=== The records ===

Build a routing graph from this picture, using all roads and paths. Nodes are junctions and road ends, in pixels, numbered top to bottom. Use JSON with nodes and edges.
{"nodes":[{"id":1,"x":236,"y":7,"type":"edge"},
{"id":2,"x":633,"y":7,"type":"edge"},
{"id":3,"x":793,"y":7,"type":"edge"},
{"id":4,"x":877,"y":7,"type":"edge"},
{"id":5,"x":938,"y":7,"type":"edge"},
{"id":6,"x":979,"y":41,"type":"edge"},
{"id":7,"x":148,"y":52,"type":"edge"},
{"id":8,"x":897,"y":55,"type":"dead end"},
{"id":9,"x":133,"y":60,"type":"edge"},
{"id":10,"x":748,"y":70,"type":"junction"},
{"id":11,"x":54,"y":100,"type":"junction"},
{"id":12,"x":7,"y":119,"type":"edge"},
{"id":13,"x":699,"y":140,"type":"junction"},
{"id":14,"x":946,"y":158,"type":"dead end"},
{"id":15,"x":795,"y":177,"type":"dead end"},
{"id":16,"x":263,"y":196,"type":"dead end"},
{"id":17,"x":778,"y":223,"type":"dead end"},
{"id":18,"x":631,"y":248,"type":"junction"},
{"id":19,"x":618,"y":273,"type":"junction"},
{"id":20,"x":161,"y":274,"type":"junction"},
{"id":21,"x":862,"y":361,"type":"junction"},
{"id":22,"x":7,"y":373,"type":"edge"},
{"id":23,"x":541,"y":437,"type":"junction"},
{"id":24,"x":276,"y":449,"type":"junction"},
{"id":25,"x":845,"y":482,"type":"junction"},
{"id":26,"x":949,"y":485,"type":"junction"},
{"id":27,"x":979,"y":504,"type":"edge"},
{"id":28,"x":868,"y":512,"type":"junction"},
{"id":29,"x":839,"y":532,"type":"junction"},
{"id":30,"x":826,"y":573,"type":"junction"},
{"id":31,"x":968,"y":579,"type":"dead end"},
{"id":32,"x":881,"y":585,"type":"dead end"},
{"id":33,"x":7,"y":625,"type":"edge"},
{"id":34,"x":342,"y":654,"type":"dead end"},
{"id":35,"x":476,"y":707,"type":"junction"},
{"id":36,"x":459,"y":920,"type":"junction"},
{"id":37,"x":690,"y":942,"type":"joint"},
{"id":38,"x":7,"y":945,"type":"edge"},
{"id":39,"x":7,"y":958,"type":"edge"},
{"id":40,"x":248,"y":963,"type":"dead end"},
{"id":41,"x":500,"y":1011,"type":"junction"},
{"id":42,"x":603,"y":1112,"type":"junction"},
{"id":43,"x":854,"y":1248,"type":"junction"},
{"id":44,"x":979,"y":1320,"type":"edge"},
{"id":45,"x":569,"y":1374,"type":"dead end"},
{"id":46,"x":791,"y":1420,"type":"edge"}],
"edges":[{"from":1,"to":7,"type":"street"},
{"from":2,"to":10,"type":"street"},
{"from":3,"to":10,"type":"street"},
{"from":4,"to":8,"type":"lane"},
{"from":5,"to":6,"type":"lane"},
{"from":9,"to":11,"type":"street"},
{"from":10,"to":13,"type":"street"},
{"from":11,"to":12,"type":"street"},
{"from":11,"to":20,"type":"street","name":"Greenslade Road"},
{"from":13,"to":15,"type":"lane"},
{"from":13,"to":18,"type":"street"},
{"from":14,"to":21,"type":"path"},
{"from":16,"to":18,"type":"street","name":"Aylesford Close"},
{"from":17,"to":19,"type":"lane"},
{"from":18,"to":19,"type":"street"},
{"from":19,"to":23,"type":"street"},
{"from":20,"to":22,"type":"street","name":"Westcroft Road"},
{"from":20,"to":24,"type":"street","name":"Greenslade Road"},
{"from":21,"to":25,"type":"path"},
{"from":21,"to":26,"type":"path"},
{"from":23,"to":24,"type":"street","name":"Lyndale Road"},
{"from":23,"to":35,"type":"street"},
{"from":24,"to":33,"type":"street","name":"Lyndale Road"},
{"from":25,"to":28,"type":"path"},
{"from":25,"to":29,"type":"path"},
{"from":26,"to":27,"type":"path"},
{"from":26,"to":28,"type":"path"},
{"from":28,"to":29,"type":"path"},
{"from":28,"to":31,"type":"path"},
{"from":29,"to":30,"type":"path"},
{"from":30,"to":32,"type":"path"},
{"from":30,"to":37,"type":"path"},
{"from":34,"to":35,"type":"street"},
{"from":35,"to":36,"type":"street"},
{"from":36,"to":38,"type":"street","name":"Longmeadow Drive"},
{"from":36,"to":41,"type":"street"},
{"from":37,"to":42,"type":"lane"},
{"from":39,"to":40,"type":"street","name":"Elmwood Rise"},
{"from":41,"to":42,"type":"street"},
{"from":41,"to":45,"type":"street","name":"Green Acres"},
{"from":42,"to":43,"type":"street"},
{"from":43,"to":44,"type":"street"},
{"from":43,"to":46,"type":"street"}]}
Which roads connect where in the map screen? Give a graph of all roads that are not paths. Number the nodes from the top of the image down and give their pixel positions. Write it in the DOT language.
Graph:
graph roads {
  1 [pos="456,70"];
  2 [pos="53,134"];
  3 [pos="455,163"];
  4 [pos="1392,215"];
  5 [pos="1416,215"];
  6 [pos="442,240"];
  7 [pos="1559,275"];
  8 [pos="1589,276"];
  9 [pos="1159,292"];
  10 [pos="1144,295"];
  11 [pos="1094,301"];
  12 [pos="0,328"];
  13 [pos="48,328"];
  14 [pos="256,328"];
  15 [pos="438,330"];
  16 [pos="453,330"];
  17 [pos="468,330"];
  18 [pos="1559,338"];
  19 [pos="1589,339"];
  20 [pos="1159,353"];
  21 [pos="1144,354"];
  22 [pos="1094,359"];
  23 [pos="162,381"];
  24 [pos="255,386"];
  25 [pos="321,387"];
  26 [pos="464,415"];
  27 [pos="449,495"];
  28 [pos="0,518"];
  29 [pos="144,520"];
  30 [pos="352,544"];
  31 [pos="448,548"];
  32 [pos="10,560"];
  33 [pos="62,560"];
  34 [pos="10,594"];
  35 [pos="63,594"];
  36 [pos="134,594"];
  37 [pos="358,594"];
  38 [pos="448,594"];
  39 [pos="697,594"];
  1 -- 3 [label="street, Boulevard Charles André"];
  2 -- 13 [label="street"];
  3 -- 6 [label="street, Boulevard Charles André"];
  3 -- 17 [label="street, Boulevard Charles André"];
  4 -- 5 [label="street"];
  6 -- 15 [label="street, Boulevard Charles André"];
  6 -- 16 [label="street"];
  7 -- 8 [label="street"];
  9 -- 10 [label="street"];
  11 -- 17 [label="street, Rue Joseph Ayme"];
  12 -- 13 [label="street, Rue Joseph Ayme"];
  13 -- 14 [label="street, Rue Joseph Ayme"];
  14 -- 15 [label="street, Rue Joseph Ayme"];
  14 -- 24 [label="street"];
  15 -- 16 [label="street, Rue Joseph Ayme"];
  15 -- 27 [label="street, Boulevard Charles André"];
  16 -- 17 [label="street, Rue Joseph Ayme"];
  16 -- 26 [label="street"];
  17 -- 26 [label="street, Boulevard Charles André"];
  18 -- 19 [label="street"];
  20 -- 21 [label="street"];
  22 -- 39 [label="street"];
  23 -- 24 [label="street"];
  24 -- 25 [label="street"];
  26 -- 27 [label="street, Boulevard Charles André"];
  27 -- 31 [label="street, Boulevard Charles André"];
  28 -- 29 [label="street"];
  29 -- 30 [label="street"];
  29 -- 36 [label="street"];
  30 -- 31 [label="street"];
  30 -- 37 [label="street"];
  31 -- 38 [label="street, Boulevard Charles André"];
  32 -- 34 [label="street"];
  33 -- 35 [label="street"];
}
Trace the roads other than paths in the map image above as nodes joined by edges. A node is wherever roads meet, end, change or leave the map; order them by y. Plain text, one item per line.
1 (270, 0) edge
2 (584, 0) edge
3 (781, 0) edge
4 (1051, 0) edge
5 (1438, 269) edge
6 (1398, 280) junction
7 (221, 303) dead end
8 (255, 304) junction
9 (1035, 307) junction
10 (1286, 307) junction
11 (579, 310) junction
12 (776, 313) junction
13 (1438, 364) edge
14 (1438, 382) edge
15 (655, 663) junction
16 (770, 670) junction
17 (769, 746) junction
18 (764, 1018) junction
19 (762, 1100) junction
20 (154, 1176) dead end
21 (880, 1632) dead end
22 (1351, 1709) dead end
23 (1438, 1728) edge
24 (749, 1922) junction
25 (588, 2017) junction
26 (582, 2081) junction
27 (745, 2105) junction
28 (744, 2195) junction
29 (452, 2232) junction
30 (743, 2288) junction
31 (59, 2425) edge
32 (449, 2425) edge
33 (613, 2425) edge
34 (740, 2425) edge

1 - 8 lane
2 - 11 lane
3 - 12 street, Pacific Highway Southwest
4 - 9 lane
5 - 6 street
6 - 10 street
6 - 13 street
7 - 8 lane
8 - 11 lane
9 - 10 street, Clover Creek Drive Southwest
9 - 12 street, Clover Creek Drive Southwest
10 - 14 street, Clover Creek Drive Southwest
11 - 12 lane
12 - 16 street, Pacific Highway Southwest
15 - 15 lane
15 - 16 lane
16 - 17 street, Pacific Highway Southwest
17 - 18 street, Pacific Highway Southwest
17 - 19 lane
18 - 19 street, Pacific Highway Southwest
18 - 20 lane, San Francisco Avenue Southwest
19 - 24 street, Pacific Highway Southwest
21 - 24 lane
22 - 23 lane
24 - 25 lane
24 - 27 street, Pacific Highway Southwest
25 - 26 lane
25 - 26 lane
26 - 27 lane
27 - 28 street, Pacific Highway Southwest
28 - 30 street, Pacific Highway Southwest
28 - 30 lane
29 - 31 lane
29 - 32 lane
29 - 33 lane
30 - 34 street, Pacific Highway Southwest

=== Task to carry out ===
Look for the word "Pacific" in the listing above, and copy every line where you find it.

=== Exercise output ===
3 - 12 street, Pacific Highway Southwest
12 - 16 street, Pacific Highway Southwest
16 - 17 street, Pacific Highway Southwest
17 - 18 street, Pacific Highway Southwest
18 - 19 street, Pacific Highway Southwest
19 - 24 street, Pacific Highway Southwest
24 - 27 street, Pacific Highway Southwest
27 - 28 street, Pacific Highway Southwest
28 - 30 street, Pacific Highway Southwest
30 - 34 street, Pacific Highway Southwest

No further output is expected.